Liu Xia boarded a flight from Beijing en route for Germany early on Tuesday, the Chinese government confirmed.
She had been under effective house arrest in the Chinese capital since her husband won the prize in 2010.
Liu Xiaobo, a university professor turned human rights campaigner, was jailed in 2009 for inciting subversion. He died of liver cancer last year.
Liu Xia, a poet, is said to have suffered from depression after spending years under heavy surveillance.
She has never been charged with any crime but said in May she was ready to die in protest at her continued detention.
A Foreign Ministry spokeswoman confirmed her departure – “for medical treatment, in accordance with her own will” – but said it had nothing to do with this week’s visit to Germany by China’s Premier Li Keqiang.
Sustained diplomacy led to release
Stephen McDonell, BBC News, Beijing
Even under effective house arrest and in declining health, Liu Xia was a threat to the Chinese Communist Party. As the widow of a Nobel Peace Prize winner who’d died in Chinese custody, the authorities here feared that the poet would speak out.
She had never been charged with a crime and yet had guards permanently posted right outside her door and also at the gates to her housing compound. They were there to stop her from leaving and to prevent journalists, diplomats and supporters from visiting.
The Chinese government had always maintained that she was as free as any citizen here but – after eight years being denied permission to leave her house as she pleased – her physical and mental wellbeing were deteriorating.
The fear was that she, like Liu Xiaobo, might die in captivity.
Finally, in the days approaching the first anniversary of her husband’s death, a sustained diplomatic effort, led mainly by Germany, has worked and she has realised her dream to get out.
How did she leave?
She took a Finnair flight from Beijing to Berlin at 11:00 local time (03:00 GMT) on Tuesday, a friend, Ye Du, told news agencies.
While there was no immediate comment from its embassy, Germany had been urging China to allow Mrs Liu to leave.
Western diplomats reportedly tried to visit Mrs Liu at her Beijing flat in May but were refused entry.
News of her departure comes three days before the anniversary of her husband’s death.

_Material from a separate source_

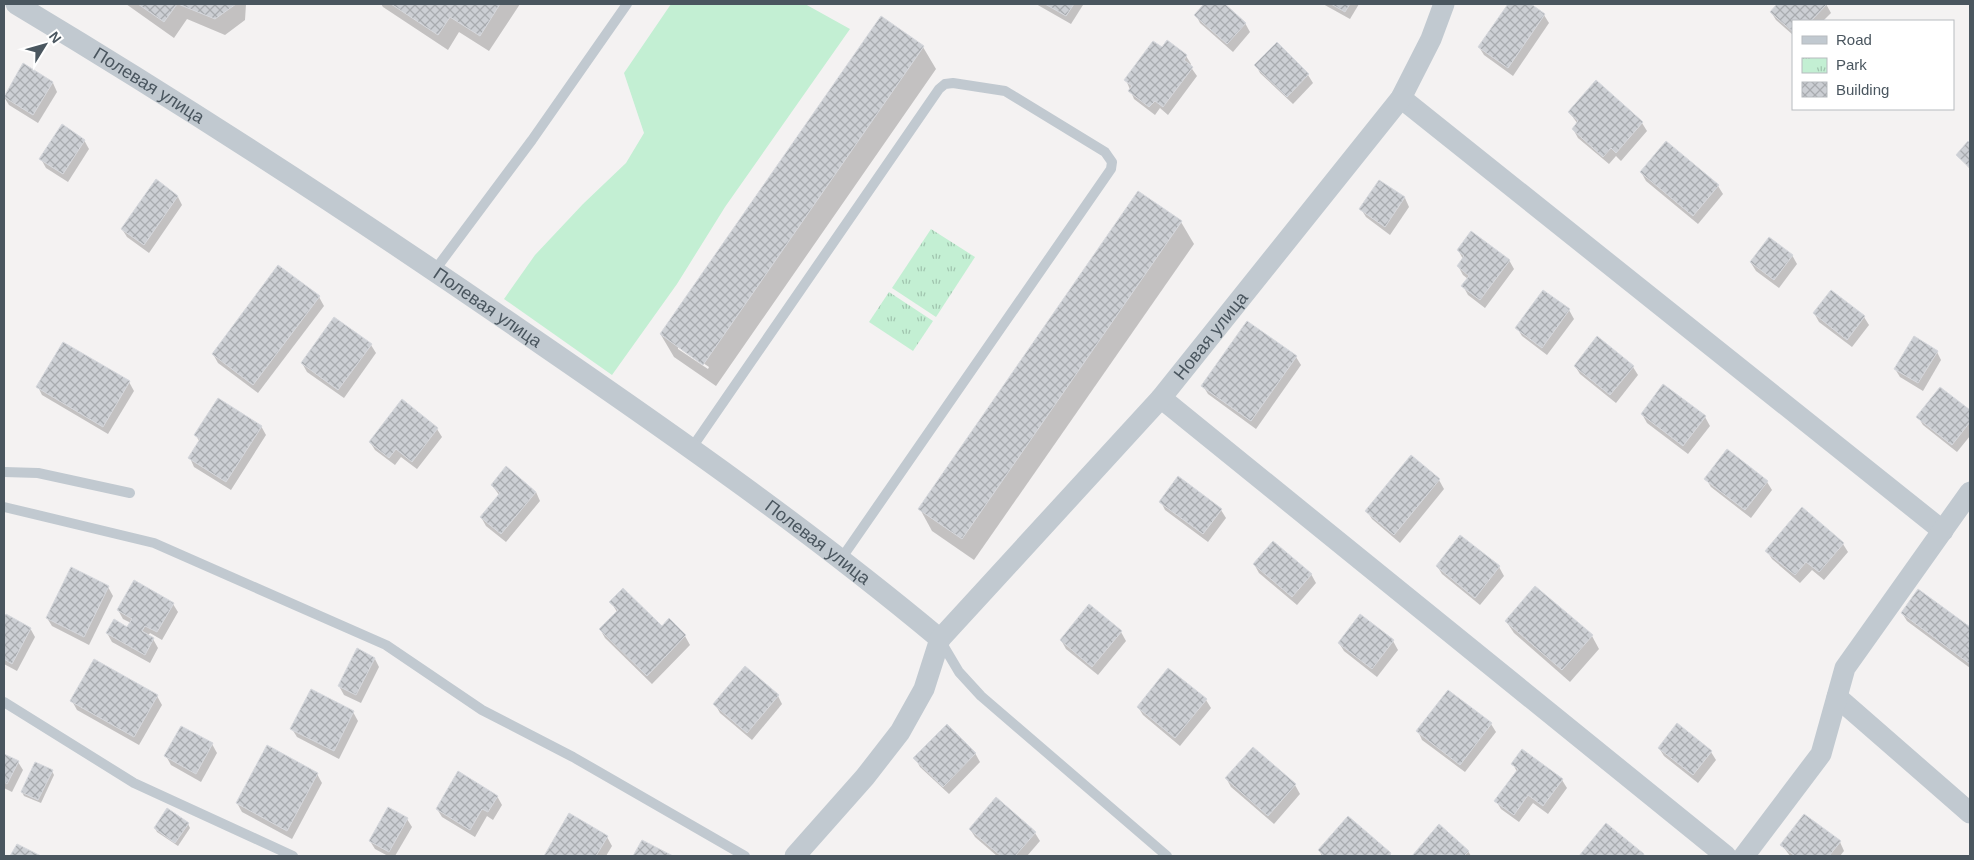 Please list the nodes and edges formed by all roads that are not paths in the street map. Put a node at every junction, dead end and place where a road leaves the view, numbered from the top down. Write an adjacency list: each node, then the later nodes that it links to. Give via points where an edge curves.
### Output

How desperate had her situation become?
“I’ve got nothing to be afraid of,” she was quoted as saying. “If I can’t leave, I’ll die in my home. Xiaobo is gone, and there’s nothing in the world for me now.”
Mr Liao also uploaded a recording of a phone conversation he had had in April with Mrs Liu, where she can be heard crying and saying: “I’m ready to die here.”

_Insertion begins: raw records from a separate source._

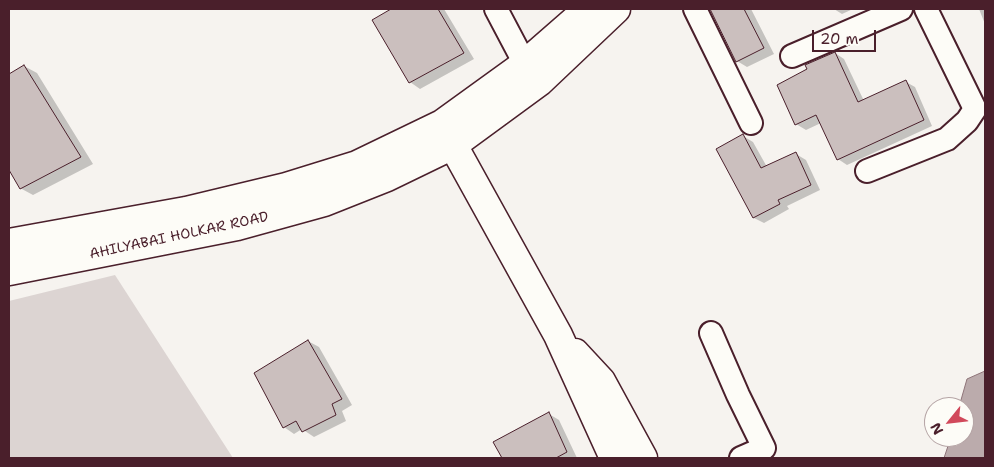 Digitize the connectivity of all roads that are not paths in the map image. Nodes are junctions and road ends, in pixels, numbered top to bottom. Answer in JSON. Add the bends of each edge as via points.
{"nodes":[{"id":1,"x":496,"y":9,"type":"edge"},
{"id":2,"x":588,"y":9,"type":"edge"},
{"id":3,"x":616,"y":9,"type":"edge"},
{"id":4,"x":695,"y":9,"type":"edge"},
{"id":5,"x":901,"y":9,"type":"edge"},
{"id":6,"x":926,"y":9,"type":"edge"},
{"id":7,"x":792,"y":56,"type":"dead end"},
{"id":8,"x":532,"y":73,"type":"junction"},
{"id":9,"x":751,"y":123,"type":"dead end"},
{"id":10,"x":448,"y":135,"type":"junction"},
{"id":11,"x":867,"y":171,"type":"dead end"},
{"id":12,"x":9,"y":243,"type":"edge"},
{"id":13,"x":9,"y":271,"type":"edge"},
{"id":14,"x":711,"y":333,"type":"dead end"},
{"id":15,"x":558,"y":335,"type":"junction"},
{"id":16,"x":766,"y":453,"type":"edge"},
{"id":17,"x":614,"y":458,"type":"edge"},
{"id":18,"x":643,"y":458,"type":"edge"},
{"id":19,"x":741,"y":458,"type":"edge"}],
"edges":[{"from":1,"to":8,"type":"street"},
{"from":2,"to":8,"type":"main road","name":"AHILYABAI HOLKAR ROAD"},
{"from":3,"to":8,"type":"main road","name":"AHILYABAI HOLKAR ROAD"},
{"from":4,"to":9,"type":"street"},
{"from":5,"to":7,"type":"street"},
{"from":6,"to":11,"type":"street","via":[[975,109],[947,139]]},
{"from":8,"to":10,"type":"main road","name":"AHILYABAI HOLKAR ROAD"},
{"from":10,"to":12,"type":"main road","name":"AHILYABAI HOLKAR ROAD","via":[[286,187],[186,212]]},
{"from":10,"to":13,"type":"main road","name":"AHILYABAI HOLKAR ROAD","via":[[387,176],[324,202],[237,226]]},
{"from":10,"to":15,"type":"main road"},
{"from":14,"to":16,"type":"street"},
{"from":15,"to":17,"type":"main road"},
{"from":15,"to":18,"type":"main road","via":[[601,381]]},
{"from":16,"to":19,"type":"street"}]} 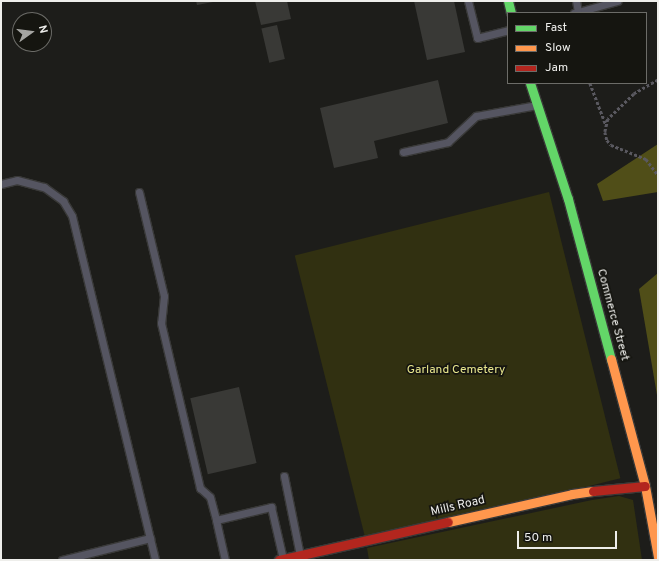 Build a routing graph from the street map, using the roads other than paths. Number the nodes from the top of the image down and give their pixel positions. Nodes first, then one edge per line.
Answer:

Chinese authorities had maintained the dissident’s widow was a free citizen but she had faced restrictions on her movements and had been kept under surveillance.
Patrick Poon, China Researcher at the human rights groups Amnesty International, said it was “wonderful news that Liu Xia is finally free and that her persecution and illegal detention at the hands of the Chinese authorities has come to an end”.
He added: “The Chinese authorities tried to silence her, but she stood tall for human rights.”
Amnesty further called for an end to the harassment of Liu Xia’s family who remained in China.
“It would be most callous of the Chinese authorities to use Liu Xia’s relatives to put pressure on Liu Xia to prevent her from speaking out in future,” its researcher added.